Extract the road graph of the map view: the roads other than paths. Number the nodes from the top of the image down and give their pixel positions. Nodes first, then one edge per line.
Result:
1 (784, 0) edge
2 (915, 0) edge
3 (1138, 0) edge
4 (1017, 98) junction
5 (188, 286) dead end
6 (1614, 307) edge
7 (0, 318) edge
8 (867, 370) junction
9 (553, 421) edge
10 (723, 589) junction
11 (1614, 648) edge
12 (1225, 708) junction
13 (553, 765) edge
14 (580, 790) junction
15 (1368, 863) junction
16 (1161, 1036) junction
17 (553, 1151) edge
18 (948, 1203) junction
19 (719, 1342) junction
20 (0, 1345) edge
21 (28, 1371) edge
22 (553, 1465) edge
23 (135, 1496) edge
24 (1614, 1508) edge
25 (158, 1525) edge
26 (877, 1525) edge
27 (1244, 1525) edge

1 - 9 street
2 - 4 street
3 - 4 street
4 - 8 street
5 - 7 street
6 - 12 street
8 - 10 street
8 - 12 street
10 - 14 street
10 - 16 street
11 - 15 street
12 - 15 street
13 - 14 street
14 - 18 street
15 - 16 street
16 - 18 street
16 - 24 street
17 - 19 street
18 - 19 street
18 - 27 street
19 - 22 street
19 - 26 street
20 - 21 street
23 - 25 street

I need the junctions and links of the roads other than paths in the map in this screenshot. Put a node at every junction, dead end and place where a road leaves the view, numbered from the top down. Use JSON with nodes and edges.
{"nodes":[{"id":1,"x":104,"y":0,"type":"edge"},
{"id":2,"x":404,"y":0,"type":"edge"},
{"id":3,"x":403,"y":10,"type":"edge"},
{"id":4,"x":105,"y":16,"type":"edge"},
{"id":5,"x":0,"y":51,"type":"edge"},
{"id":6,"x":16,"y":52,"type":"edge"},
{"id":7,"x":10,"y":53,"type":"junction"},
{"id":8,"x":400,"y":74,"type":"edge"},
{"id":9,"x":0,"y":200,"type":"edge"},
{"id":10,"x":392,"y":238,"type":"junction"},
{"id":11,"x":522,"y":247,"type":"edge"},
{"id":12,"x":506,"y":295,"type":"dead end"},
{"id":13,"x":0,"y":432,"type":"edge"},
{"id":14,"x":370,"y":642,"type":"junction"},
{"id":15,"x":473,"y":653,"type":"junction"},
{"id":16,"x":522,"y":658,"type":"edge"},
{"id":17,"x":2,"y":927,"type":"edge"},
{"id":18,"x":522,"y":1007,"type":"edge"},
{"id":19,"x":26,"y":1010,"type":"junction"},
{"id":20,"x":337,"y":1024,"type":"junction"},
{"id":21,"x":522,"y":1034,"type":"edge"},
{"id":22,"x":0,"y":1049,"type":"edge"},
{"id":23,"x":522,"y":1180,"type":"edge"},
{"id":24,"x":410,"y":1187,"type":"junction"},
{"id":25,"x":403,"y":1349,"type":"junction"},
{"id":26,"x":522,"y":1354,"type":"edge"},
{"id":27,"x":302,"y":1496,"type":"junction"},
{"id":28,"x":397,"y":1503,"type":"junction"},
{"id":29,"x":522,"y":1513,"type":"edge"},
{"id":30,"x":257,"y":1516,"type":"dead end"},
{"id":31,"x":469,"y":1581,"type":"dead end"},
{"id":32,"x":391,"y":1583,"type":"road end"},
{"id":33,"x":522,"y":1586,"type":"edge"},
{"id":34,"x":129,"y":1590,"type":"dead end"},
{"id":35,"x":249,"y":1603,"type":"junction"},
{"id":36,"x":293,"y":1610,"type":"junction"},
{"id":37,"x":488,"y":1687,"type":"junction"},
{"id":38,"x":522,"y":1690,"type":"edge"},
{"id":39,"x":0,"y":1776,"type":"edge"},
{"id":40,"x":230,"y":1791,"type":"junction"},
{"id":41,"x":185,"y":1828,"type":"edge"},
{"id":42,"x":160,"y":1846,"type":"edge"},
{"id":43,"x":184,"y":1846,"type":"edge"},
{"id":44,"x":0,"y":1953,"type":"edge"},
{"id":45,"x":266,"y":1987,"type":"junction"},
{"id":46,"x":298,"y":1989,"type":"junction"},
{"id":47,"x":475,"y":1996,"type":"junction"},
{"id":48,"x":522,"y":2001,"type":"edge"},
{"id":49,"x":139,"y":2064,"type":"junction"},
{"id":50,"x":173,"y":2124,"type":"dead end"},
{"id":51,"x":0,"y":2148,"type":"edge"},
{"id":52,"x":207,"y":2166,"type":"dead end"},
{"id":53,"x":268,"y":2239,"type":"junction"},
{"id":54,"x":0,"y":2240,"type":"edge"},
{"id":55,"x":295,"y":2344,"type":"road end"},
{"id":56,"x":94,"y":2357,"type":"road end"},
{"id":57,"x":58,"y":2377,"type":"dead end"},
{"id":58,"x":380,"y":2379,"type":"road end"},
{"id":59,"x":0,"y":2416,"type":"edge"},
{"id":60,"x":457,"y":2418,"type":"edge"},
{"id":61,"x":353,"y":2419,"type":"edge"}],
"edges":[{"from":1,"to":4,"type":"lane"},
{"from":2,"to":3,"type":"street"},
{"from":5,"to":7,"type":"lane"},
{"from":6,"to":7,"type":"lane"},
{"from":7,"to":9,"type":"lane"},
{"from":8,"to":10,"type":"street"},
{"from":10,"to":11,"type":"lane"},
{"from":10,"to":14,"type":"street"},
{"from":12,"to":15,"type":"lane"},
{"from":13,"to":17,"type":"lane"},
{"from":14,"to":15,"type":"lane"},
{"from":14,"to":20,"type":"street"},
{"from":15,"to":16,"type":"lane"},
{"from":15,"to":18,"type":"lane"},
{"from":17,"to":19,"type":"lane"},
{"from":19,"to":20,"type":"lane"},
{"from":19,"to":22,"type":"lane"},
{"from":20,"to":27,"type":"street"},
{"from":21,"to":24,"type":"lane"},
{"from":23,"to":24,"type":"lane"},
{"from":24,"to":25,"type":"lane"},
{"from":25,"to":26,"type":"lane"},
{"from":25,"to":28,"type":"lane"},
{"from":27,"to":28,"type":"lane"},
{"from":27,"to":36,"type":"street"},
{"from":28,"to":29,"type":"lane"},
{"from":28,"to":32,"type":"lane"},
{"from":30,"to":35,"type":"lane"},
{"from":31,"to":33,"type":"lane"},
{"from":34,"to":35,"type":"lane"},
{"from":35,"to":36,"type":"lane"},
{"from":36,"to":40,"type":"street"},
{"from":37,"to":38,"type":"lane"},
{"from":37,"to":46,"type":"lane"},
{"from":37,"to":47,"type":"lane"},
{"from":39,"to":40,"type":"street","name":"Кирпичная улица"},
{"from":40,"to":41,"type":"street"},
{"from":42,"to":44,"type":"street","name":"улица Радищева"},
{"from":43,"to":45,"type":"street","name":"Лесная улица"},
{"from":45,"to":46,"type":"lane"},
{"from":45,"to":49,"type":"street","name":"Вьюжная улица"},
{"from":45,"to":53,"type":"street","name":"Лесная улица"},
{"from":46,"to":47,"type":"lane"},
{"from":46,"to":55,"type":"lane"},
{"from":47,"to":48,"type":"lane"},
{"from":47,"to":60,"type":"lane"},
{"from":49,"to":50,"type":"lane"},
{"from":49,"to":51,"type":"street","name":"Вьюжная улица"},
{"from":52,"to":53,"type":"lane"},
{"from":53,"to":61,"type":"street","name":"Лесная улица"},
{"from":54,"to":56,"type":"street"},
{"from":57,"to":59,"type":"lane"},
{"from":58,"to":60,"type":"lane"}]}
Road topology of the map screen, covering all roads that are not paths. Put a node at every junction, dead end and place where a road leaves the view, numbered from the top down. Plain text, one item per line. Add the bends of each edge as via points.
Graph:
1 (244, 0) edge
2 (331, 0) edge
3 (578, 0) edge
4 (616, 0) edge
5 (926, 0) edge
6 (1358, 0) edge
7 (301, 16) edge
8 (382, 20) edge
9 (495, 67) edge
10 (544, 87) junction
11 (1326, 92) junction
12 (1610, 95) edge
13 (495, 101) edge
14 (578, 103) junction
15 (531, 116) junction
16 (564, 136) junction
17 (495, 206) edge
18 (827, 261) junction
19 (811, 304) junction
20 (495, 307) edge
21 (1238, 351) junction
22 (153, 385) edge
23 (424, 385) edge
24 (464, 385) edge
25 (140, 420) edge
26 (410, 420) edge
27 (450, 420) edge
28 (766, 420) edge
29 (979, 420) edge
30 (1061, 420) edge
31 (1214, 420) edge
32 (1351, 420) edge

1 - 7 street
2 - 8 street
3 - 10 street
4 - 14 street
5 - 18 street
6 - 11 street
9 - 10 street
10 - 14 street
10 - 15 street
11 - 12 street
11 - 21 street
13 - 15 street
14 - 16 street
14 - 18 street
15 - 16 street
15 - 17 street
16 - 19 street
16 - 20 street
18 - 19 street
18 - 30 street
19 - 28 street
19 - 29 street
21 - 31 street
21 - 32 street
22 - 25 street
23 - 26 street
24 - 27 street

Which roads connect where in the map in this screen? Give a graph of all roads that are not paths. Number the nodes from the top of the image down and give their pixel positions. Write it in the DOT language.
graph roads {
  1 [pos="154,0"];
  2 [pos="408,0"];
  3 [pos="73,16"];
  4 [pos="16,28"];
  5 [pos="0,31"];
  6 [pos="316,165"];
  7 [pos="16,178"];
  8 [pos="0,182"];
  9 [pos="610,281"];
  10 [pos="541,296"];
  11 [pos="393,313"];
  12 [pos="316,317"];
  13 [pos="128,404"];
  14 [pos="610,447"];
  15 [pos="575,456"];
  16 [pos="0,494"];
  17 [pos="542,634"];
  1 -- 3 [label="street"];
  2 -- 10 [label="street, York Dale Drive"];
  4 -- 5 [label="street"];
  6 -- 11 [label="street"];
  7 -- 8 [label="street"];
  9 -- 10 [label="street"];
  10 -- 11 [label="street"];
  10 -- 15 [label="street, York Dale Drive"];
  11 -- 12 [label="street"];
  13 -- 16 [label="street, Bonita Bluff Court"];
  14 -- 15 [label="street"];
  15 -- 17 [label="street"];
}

== TASK ==
Would you show each line of the listing above that has the string "this"?

== WRITTEN SOLUTION ==
I need the junctions and links of the roads other than paths in the map in this screenshot. Put a node at every junction, dead end and place where a road leaves the view, numbered from the top down. Use JSON with nodes and edges.
Which roads connect where in the map in this screen? Give a graph of all roads that are not paths. Number the nodes from the top of the image down and give their pixel positions. Write it in the DOT language.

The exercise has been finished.